## WORK TASK
All records are to be printed exactly as they appear.

● ● ● ●

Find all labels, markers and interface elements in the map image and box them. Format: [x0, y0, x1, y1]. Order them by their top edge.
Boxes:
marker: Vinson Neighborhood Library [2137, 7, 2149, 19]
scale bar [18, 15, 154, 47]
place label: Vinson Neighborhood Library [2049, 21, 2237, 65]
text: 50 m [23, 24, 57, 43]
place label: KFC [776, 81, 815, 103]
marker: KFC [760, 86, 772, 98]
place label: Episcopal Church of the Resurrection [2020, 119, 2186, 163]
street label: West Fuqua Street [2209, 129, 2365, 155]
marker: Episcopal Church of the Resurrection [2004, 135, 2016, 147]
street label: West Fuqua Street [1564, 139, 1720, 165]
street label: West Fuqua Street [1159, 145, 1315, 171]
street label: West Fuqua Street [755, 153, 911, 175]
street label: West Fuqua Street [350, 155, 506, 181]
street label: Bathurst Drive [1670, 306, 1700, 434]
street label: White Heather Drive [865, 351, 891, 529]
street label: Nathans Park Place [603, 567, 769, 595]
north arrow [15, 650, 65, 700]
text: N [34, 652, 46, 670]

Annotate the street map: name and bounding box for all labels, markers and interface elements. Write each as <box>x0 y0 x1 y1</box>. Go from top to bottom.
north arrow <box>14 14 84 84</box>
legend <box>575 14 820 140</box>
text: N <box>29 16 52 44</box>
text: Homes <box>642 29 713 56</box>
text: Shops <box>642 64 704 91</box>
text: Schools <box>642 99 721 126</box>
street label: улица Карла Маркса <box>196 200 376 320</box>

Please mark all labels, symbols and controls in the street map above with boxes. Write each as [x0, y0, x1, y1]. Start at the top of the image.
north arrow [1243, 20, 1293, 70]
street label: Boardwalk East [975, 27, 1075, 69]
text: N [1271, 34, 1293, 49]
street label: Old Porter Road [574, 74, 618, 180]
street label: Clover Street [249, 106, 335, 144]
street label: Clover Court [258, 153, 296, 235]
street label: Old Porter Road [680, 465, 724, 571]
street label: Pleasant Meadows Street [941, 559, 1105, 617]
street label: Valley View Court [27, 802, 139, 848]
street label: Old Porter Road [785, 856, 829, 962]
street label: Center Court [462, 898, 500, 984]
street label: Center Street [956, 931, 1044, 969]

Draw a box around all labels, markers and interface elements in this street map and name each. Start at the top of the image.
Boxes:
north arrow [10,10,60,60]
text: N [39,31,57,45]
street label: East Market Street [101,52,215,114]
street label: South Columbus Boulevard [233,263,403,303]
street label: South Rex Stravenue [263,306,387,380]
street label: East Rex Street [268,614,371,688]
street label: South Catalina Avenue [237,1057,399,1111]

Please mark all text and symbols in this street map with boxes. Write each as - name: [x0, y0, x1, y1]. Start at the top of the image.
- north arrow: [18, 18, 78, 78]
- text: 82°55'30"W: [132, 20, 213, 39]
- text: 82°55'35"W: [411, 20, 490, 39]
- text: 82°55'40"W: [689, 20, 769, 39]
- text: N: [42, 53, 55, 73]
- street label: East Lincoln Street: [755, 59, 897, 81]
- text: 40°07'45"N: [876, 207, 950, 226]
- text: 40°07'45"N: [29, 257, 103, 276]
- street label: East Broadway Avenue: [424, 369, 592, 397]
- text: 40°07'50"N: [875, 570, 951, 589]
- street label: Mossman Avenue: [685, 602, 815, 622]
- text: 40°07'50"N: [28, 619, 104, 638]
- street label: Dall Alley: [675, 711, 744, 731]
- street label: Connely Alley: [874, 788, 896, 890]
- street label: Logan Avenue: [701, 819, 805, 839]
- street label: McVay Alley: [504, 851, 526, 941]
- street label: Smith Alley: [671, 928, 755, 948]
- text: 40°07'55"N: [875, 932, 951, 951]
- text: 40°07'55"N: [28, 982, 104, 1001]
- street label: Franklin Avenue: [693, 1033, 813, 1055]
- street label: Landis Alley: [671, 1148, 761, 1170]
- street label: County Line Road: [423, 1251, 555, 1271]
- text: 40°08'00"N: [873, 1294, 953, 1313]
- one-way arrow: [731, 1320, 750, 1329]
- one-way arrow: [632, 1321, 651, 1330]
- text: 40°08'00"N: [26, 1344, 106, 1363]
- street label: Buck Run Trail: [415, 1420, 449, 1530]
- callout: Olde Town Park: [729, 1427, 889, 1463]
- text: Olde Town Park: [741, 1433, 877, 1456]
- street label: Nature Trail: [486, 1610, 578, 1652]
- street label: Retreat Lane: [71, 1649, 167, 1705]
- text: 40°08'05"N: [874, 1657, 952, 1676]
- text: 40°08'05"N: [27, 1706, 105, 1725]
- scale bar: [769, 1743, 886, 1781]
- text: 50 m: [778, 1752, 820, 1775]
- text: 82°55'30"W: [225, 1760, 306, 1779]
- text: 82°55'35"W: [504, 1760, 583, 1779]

● ● ● ●

## RESULT FOR THIS TASK
Find all labels, markers and interface elements in the map image and box them. Format: [x0, y0, x1, y1]. Order them by their top edge.
Boxes:
marker: Vinson Neighborhood Library [2137, 7, 2149, 19]
scale bar [18, 15, 154, 47]
place label: Vinson Neighborhood Library [2049, 21, 2237, 65]
text: 50 m [23, 24, 57, 43]
place label: KFC [776, 81, 815, 103]
marker: KFC [760, 86, 772, 98]
place label: Episcopal Church of the Resurrection [2020, 119, 2186, 163]
street label: West Fuqua Street [2209, 129, 2365, 155]
marker: Episcopal Church of the Resurrection [2004, 135, 2016, 147]
street label: West Fuqua Street [1564, 139, 1720, 165]
street label: West Fuqua Street [1159, 145, 1315, 171]
street label: West Fuqua Street [755, 153, 911, 175]
street label: West Fuqua Street [350, 155, 506, 181]
street label: Bathurst Drive [1670, 306, 1700, 434]
street label: White Heather Drive [865, 351, 891, 529]
street label: Nathans Park Place [603, 567, 769, 595]
north arrow [15, 650, 65, 700]
text: N [34, 652, 46, 670]

Annotate the street map: name and bounding box for all labels, markers and interface elements. Write each as <box>x0 y0 x1 y1</box>. Go from top to bottom.
north arrow <box>14 14 84 84</box>
legend <box>575 14 820 140</box>
text: N <box>29 16 52 44</box>
text: Homes <box>642 29 713 56</box>
text: Shops <box>642 64 704 91</box>
text: Schools <box>642 99 721 126</box>
street label: улица Карла Маркса <box>196 200 376 320</box>

Please mark all labels, symbols and controls in the street map above with boxes. Write each as [x0, y0, x1, y1]. Start at the top of the image.
north arrow [1243, 20, 1293, 70]
street label: Boardwalk East [975, 27, 1075, 69]
text: N [1271, 34, 1293, 49]
street label: Old Porter Road [574, 74, 618, 180]
street label: Clover Street [249, 106, 335, 144]
street label: Clover Court [258, 153, 296, 235]
street label: Old Porter Road [680, 465, 724, 571]
street label: Pleasant Meadows Street [941, 559, 1105, 617]
street label: Valley View Court [27, 802, 139, 848]
street label: Old Porter Road [785, 856, 829, 962]
street label: Center Court [462, 898, 500, 984]
street label: Center Street [956, 931, 1044, 969]

Draw a box around all labels, markers and interface elements in this street map and name each. Start at the top of the image.
Boxes:
north arrow [10,10,60,60]
text: N [39,31,57,45]
street label: East Market Street [101,52,215,114]
street label: South Columbus Boulevard [233,263,403,303]
street label: South Rex Stravenue [263,306,387,380]
street label: East Rex Street [268,614,371,688]
street label: South Catalina Avenue [237,1057,399,1111]

Please mark all text and symbols in this street map with boxes. Write each as - name: [x0, y0, x1, y1]. Start at the top of the image.
- north arrow: [18, 18, 78, 78]
- text: 82°55'30"W: [132, 20, 213, 39]
- text: 82°55'35"W: [411, 20, 490, 39]
- text: 82°55'40"W: [689, 20, 769, 39]
- text: N: [42, 53, 55, 73]
- street label: East Lincoln Street: [755, 59, 897, 81]
- text: 40°07'45"N: [876, 207, 950, 226]
- text: 40°07'45"N: [29, 257, 103, 276]
- street label: East Broadway Avenue: [424, 369, 592, 397]
- text: 40°07'50"N: [875, 570, 951, 589]
- street label: Mossman Avenue: [685, 602, 815, 622]
- text: 40°07'50"N: [28, 619, 104, 638]
- street label: Dall Alley: [675, 711, 744, 731]
- street label: Connely Alley: [874, 788, 896, 890]
- street label: Logan Avenue: [701, 819, 805, 839]
- street label: McVay Alley: [504, 851, 526, 941]
- street label: Smith Alley: [671, 928, 755, 948]
- text: 40°07'55"N: [875, 932, 951, 951]
- text: 40°07'55"N: [28, 982, 104, 1001]
- street label: Franklin Avenue: [693, 1033, 813, 1055]
- street label: Landis Alley: [671, 1148, 761, 1170]
- street label: County Line Road: [423, 1251, 555, 1271]
- text: 40°08'00"N: [873, 1294, 953, 1313]
- one-way arrow: [731, 1320, 750, 1329]
- one-way arrow: [632, 1321, 651, 1330]
- text: 40°08'00"N: [26, 1344, 106, 1363]
- street label: Buck Run Trail: [415, 1420, 449, 1530]
- callout: Olde Town Park: [729, 1427, 889, 1463]
- text: Olde Town Park: [741, 1433, 877, 1456]
- street label: Nature Trail: [486, 1610, 578, 1652]
- street label: Retreat Lane: [71, 1649, 167, 1705]
- text: 40°08'05"N: [874, 1657, 952, 1676]
- text: 40°08'05"N: [27, 1706, 105, 1725]
- scale bar: [769, 1743, 886, 1781]
- text: 50 m: [778, 1752, 820, 1775]
- text: 82°55'30"W: [225, 1760, 306, 1779]
- text: 82°55'35"W: [504, 1760, 583, 1779]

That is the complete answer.